Horse-First Riding Building the foundation that every horse and rider deserve

Horse and rider in snow

Your riding shapes your horse – more than you think


We ask a lot of our horses.
We ask them to carry us, to work for us, to respond to small signals, and all of that often in very unnatural situations.

That comes with a responsibility.
Not just to ride – but to ride in a way that preserves the horse’s physical and mental health.

Many of the problems riders struggle with are not caused by the horse.
They are the result of how the horse is ridden and trained over time.

Not because the horse does not understand things, but because the rider does not yet see what is happening.

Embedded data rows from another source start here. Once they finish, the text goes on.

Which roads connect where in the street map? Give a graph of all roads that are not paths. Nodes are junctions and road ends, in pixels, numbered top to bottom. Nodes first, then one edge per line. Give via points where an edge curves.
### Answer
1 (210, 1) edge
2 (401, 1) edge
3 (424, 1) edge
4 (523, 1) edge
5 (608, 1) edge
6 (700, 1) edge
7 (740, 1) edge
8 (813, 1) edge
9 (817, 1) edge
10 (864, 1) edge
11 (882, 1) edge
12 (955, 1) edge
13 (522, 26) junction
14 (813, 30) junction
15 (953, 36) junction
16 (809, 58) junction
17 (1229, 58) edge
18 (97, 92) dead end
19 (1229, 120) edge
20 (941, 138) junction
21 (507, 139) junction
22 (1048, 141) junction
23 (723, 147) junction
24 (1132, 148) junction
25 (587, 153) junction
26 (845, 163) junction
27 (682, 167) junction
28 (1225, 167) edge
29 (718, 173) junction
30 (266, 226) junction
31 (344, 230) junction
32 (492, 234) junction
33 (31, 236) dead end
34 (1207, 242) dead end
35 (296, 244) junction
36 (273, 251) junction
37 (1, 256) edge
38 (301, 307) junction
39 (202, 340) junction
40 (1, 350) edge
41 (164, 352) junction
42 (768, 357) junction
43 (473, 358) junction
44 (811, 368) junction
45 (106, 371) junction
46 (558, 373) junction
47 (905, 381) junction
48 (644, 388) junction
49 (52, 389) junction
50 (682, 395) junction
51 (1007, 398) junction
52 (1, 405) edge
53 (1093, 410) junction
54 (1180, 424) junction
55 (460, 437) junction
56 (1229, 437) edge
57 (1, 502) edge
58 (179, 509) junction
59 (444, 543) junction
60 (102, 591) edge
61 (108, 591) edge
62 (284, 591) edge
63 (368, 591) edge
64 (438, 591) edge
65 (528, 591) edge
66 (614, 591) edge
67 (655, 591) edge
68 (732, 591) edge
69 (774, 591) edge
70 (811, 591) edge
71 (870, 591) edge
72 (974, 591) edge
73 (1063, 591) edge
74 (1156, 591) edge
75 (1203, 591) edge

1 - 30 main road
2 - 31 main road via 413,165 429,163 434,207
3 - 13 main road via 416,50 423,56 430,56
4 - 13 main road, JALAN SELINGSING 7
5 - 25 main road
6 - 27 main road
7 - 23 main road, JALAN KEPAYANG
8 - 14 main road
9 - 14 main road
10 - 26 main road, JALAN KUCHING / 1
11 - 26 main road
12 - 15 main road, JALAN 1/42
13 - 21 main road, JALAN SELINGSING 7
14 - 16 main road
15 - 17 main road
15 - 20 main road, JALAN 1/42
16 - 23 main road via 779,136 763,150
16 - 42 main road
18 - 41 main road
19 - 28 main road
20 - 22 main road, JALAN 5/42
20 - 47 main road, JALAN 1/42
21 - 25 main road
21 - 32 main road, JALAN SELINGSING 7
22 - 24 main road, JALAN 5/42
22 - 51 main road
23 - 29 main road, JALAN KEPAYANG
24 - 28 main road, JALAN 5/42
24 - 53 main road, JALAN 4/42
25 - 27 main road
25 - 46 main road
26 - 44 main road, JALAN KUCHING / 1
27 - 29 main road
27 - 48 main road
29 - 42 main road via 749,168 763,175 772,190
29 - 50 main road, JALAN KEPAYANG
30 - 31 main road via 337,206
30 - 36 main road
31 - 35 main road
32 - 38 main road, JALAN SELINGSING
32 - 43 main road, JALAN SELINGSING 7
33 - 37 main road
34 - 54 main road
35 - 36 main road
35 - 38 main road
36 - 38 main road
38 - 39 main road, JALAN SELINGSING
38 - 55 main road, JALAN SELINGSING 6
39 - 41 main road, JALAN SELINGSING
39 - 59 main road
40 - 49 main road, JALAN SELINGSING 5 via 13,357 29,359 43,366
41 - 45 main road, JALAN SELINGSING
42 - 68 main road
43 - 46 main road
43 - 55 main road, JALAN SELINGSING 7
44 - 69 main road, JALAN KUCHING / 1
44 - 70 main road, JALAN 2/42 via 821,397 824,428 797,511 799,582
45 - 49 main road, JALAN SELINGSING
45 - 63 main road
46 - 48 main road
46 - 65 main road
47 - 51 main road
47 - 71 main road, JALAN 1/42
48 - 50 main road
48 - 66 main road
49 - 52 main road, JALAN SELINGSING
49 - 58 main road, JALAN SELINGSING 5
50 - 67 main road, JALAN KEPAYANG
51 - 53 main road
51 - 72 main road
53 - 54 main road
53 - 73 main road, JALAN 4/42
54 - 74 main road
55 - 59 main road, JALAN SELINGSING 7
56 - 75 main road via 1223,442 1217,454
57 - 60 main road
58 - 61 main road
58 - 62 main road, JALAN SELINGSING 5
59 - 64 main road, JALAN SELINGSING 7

What you feel in the saddle is not random. It is the result of how you ride, how you react, and how willing you are to refine what you do.

That is where I work.
I help you understand what is happening between you and your horse – so you can make the best decisions in your riding and training.

 

The problem nobody talks about at the riding school

Horses are not built to be ridden.

That sounds radical, but it’s simply biomechanics. A horse already carries most of its weight on its front legs — the long neck and heavy head pull the balance forward. Then we add a rider, disturbing the horse’s natural center of gravity. Anyone who has ever shouldered a too-heavy backpack knows that feeling: your balance shifts, your body braces, and everything suddenly costs more effort.

So how can we help a horse to carry a rider without causing damage to its body?

 

The suspension bridge

Think of a horse’s back as a suspension bridge. When the horse is just walking around being a horse, the bridge is working fine.

Now we put a rider on top – and more weight on the bridge. The result is that the bridge will start sagging in the middle. The first times a young horse is ridden can be a perfect demonstration of that: the rider mounts, the back of the horse goes down, and the neck and head go up. Just because the horse isn’t strong enough (yet) to carry the rider.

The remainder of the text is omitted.